Evan Spiegel, the CEO of Snap, is beginning to sound more and more like Mark Zuckerberg. He has been pursuing the same advertisers that the boss of Meta Platforms has been courting and has also made significant investments in artificial intelligence. Meta outperformed Snap in computerized glasses and by copying its key disappearing-messages product. The problem is Spiegel's lack of deep finances.
Spiegel claimed in a Sunday interview with Bloomberg that the $26 billion social media giant was "behind the curve" when it came to machine learning.

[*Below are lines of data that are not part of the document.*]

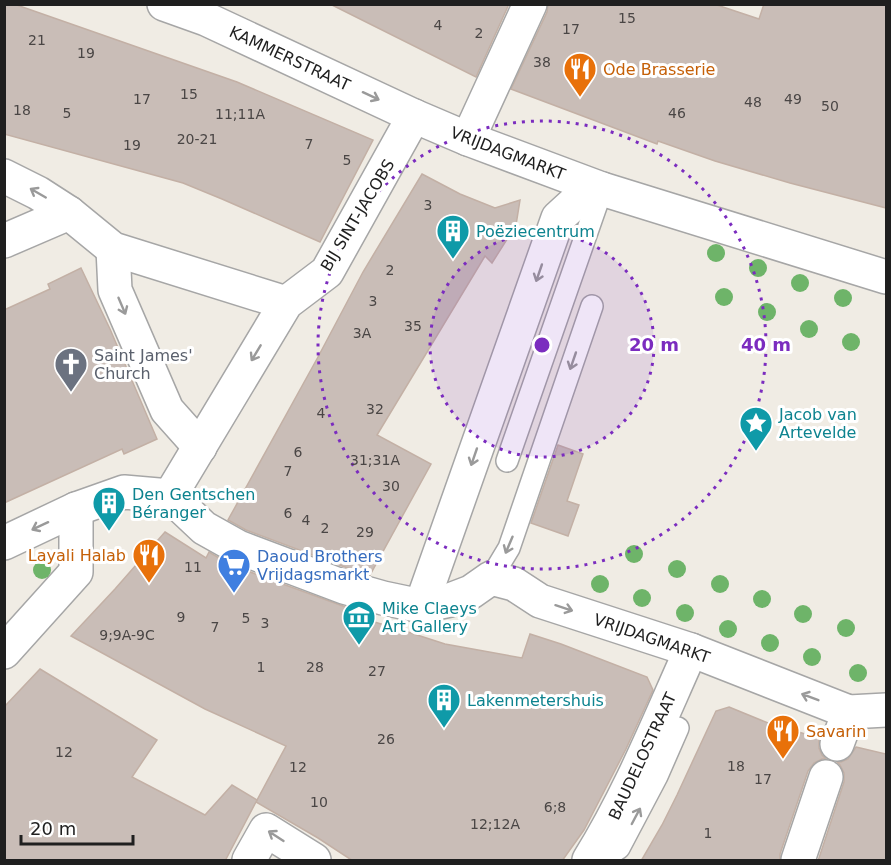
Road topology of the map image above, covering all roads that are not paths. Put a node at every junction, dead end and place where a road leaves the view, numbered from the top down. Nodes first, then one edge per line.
1 (164, 4) edge
2 (530, 4) edge
3 (414, 116) junction
4 (468, 138) junction
5 (4, 176) edge
6 (602, 189) junction
7 (69, 213) junction
8 (4, 241) edge
9 (113, 249) junction
10 (886, 277) edge
11 (286, 303) junction
12 (592, 306) dead end
13 (200, 447) junction
14 (507, 461) dead end
15 (170, 496) junction
16 (76, 509) junction
17 (4, 543) edge
18 (491, 578) junction
19 (422, 606) junction
20 (691, 650) junction
21 (4, 652) edge
22 (886, 710) edge
23 (849, 712) junction
24 (678, 728) dead end
25 (837, 744) dead end
26 (826, 777) dead end
27 (249, 861) edge
28 (314, 861) edge
29 (589, 861) edge
30 (601, 861) edge
31 (798, 861) edge

1 -> 3 street, KAMMERSTRAAT
2 - 4 street
3 - 4 street, VRIJDAGMARKT
3 - 11 street, BIJ SINT-JACOBS
4 - 6 street, VRIJDAGMARKT
7 -> 5 street
6 - 10 street, VRIJDAGMARKT
6 - 14 lane
6 -> 19 street, VRIJDAGMARKT
7 - 8 street
7 - 9 street
9 - 11 street
9 -> 13 street
11 -> 13 street, BIJ SINT-JACOBS
12 -> 18 lane
13 - 15 street, BIJ SINT-JACOBS
15 - 16 street
15 - 19 street
16 -> 17 street
16 - 21 street
18 - 19 street
18 -> 20 street, VRIJDAGMARKT
23 -> 20 street, VRIJDAGMARKT
20 - 29 street, BAUDELOSTRAAT
22 - 23 street, VRIJDAGMARKT
23 - 25 street
30 -> 24 lane
26 - 31 street
28 -> 27 street

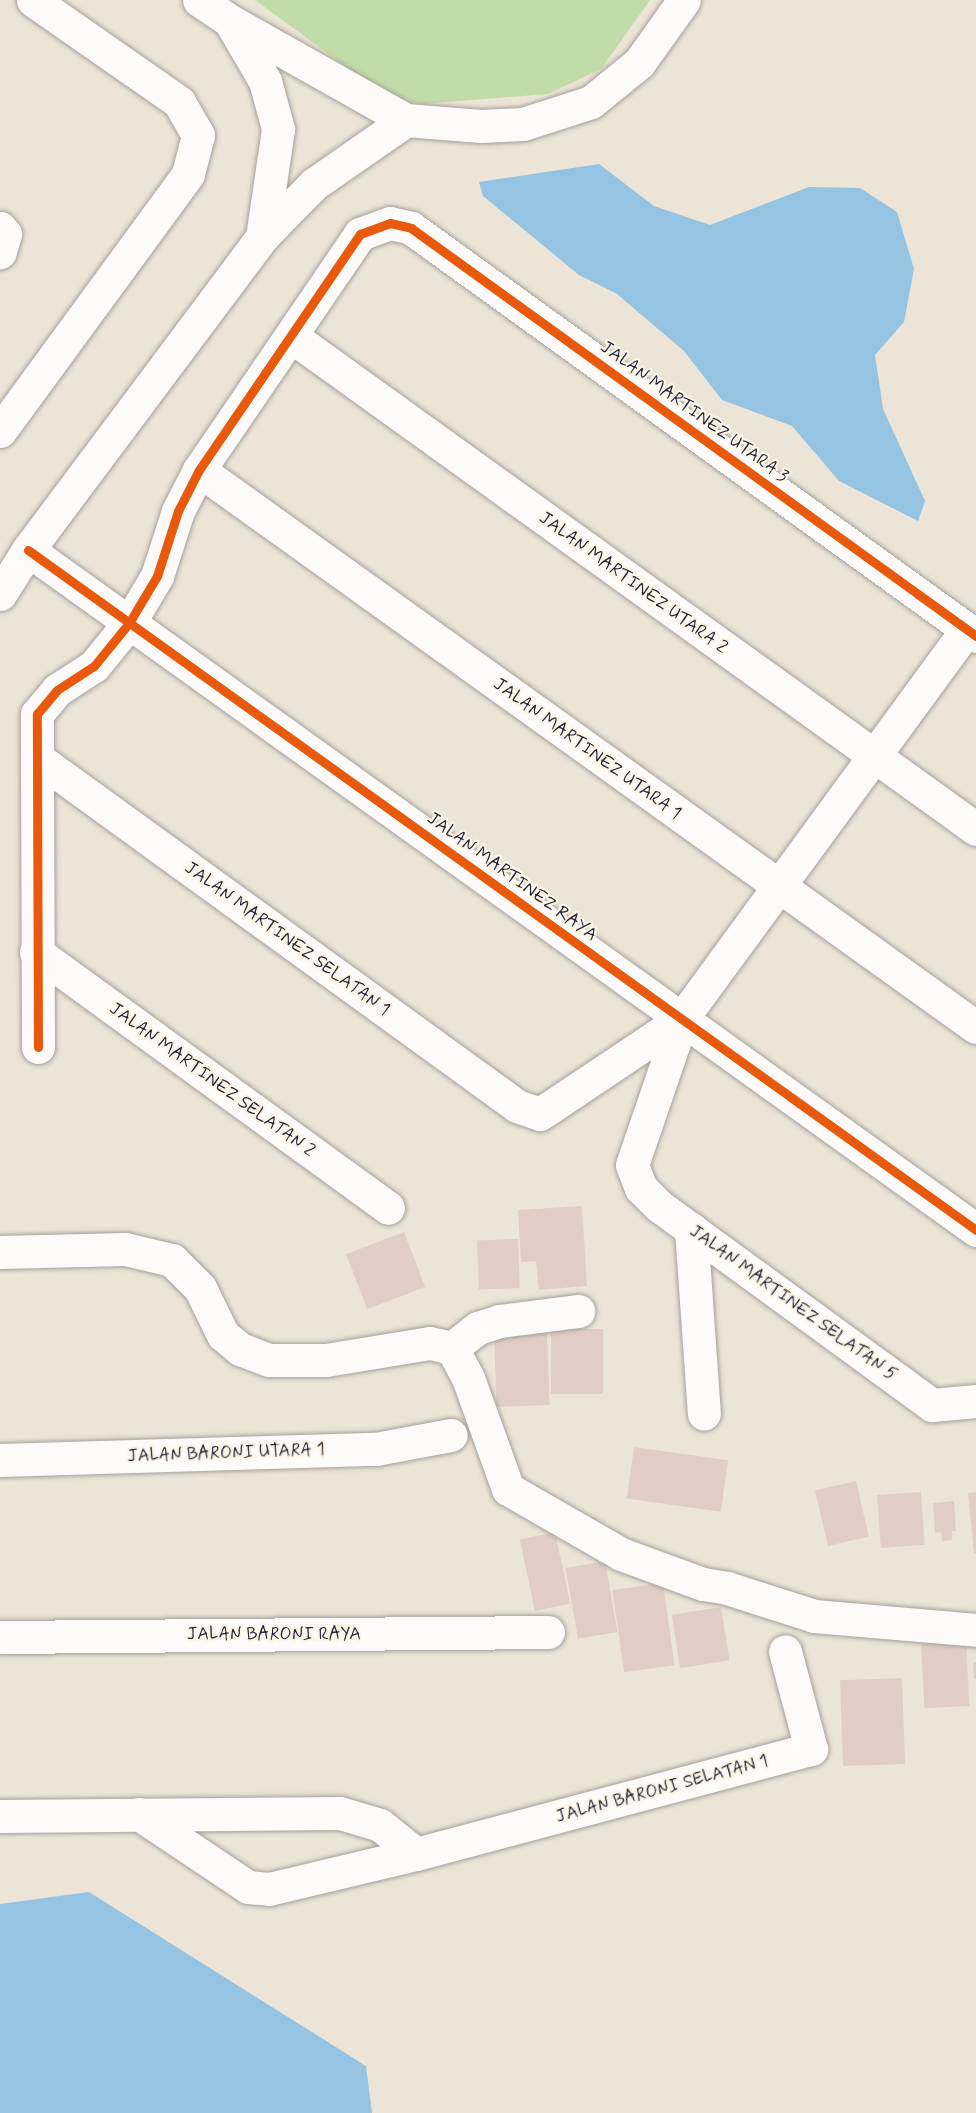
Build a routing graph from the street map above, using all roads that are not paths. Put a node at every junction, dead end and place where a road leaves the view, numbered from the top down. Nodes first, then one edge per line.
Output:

Understandably so, given that the co-founder was busy resolving Snap's advertising issues, which were made worse by Apple's restrictive privacy policies. As a result, Snap is targeting small and medium-sized companies, which Facebook and Instagram from Meta also aim to attract. It's off to a good start: Snap's revenue increased by 21% year over year to $1.2 billion in the three months that ended in March, marking its strongest rate of growth since early 2022.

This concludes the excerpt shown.